(Beginning of DATA EXTRACTS)

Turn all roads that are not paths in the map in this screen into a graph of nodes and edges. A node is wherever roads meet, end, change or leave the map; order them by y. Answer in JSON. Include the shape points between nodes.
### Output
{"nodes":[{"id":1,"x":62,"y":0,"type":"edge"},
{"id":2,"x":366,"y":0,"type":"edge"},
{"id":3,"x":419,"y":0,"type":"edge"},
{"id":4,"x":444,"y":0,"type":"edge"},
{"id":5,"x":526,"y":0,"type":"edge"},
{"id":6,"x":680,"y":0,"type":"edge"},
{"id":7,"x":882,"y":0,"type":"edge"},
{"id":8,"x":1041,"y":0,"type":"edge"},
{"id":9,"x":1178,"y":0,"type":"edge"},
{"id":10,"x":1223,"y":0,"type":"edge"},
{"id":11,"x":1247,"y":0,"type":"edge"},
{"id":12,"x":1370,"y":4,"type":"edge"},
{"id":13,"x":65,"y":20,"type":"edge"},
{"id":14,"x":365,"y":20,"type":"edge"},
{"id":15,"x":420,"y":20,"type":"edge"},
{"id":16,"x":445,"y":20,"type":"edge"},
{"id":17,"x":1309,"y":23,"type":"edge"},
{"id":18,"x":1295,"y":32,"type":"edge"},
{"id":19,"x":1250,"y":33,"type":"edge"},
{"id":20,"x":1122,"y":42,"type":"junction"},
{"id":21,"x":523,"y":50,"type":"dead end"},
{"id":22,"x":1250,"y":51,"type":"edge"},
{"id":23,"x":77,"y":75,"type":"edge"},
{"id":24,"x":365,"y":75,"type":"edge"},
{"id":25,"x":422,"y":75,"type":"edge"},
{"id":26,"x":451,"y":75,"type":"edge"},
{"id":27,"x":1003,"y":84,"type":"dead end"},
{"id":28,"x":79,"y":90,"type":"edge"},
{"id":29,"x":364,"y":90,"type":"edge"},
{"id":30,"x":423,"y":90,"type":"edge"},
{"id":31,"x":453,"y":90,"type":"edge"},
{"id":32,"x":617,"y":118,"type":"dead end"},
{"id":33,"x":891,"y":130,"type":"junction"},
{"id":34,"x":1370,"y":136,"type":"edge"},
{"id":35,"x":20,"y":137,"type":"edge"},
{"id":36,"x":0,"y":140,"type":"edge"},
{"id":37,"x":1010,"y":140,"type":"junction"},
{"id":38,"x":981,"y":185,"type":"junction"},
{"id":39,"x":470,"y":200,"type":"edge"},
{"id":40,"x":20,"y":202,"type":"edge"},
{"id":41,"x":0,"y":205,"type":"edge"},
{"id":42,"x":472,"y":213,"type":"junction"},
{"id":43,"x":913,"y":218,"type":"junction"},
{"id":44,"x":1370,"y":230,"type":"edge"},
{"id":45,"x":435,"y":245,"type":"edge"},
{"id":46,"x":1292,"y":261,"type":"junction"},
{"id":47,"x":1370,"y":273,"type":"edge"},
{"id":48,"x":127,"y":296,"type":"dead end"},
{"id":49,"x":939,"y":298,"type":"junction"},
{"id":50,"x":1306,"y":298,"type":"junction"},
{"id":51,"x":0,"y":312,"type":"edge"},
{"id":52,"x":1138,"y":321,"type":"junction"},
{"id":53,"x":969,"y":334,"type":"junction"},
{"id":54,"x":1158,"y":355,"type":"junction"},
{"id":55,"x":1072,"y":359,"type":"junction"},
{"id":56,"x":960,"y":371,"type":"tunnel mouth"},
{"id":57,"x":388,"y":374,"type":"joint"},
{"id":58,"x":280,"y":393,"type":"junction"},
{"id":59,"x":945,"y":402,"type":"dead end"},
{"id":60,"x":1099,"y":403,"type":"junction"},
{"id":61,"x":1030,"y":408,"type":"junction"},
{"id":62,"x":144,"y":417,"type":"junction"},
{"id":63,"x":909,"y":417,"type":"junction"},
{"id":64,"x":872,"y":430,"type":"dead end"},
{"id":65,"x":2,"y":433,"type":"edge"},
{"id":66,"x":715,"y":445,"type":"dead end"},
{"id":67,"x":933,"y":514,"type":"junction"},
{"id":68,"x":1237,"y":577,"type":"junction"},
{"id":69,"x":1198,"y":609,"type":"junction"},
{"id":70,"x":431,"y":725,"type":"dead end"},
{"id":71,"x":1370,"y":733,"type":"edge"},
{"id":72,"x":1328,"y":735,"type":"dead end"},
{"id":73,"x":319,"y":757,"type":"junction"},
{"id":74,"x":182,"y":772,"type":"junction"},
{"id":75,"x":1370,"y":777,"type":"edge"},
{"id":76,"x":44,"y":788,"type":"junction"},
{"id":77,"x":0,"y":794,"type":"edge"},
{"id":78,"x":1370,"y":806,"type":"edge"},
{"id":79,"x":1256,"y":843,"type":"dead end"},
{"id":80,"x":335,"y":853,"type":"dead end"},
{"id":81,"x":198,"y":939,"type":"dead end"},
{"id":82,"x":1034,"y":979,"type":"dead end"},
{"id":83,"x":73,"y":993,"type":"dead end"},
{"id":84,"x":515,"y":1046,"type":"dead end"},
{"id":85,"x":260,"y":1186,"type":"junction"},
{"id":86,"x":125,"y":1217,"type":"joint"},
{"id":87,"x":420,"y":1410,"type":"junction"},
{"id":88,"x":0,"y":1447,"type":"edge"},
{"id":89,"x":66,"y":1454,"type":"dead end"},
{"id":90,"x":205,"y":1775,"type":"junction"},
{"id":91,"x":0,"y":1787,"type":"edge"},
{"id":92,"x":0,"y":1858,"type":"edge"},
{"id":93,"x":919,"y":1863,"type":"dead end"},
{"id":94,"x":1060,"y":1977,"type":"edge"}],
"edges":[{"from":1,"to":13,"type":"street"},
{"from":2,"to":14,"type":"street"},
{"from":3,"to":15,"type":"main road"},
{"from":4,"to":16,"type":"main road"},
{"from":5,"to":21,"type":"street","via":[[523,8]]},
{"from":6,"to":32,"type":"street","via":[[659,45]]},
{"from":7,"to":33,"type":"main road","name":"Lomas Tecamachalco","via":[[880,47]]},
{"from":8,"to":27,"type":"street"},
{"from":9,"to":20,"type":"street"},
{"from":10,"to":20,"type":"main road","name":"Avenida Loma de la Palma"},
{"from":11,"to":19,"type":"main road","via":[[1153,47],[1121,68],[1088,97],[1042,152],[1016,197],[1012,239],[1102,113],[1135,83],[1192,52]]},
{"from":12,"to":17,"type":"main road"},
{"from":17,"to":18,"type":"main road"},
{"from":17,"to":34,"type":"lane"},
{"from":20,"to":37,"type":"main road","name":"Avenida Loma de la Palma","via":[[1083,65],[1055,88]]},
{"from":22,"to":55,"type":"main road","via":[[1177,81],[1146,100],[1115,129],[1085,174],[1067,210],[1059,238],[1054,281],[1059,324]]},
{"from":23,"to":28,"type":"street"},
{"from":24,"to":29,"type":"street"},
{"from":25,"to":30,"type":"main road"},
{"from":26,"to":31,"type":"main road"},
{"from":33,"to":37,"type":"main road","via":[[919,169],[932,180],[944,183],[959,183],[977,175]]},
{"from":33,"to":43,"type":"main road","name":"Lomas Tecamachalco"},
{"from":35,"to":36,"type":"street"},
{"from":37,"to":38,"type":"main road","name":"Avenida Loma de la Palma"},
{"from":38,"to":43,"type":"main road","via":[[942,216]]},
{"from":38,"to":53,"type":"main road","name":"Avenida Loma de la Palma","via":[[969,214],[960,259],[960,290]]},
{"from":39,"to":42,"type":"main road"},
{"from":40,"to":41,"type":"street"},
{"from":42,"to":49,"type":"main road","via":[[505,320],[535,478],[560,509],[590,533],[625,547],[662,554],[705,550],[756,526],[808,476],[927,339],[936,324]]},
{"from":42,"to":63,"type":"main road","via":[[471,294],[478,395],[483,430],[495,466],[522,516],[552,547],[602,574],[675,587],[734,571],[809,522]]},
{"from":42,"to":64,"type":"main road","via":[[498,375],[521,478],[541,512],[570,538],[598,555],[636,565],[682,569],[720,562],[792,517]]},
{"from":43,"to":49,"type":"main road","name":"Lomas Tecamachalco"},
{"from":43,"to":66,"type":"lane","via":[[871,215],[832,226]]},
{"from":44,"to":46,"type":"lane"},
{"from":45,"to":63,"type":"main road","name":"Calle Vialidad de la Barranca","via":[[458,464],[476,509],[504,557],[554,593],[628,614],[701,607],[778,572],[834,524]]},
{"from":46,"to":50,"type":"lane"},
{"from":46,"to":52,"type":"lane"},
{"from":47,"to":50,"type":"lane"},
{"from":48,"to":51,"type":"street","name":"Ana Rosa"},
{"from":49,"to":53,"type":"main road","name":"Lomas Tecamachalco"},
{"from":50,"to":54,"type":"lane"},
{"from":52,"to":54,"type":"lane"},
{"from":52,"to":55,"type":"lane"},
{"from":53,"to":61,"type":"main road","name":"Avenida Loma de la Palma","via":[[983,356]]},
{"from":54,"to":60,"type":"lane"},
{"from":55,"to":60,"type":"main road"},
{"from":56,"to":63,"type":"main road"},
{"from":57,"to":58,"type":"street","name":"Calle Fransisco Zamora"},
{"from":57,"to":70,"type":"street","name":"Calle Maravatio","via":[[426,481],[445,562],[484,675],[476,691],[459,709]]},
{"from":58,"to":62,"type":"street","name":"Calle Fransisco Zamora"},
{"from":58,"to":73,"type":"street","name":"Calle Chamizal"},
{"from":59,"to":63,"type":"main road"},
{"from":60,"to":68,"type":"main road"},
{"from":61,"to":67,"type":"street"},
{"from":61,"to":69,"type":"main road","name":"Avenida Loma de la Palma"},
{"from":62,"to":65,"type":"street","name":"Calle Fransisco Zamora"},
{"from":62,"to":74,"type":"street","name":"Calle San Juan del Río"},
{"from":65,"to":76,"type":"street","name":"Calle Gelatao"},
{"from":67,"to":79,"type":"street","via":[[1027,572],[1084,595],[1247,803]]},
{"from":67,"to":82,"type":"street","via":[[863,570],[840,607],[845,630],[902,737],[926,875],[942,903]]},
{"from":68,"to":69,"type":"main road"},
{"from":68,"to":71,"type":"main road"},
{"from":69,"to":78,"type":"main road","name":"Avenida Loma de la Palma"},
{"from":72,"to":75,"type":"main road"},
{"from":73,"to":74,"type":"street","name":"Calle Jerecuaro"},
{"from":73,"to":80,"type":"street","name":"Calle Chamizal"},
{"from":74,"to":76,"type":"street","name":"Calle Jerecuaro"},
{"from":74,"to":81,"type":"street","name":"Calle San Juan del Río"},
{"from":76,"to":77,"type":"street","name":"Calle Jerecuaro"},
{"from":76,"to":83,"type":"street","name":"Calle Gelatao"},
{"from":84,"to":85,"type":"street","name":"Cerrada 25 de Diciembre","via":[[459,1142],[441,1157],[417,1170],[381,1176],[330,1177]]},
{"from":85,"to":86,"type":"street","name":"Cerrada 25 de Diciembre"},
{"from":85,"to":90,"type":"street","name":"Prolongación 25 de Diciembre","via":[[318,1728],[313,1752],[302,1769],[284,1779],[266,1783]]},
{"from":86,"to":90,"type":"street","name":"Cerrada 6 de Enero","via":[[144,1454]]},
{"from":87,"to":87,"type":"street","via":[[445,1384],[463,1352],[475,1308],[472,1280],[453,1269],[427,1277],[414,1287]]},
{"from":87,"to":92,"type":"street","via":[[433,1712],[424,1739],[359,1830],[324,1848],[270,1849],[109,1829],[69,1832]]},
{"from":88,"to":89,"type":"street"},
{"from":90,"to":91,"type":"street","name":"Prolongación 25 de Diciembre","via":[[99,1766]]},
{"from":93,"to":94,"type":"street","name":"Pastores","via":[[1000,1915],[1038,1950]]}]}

(End of DATA EXTRACTS)

EXERCISE DETAILS: Every line with "Jerecuaro" in it should be copied from the entries above.

EXERCISE ANSWER:
{"from":73,"to":74,"type":"street","name":"Calle Jerecuaro"},
{"from":74,"to":76,"type":"street","name":"Calle Jerecuaro"},
{"from":76,"to":77,"type":"street","name":"Calle Jerecuaro"},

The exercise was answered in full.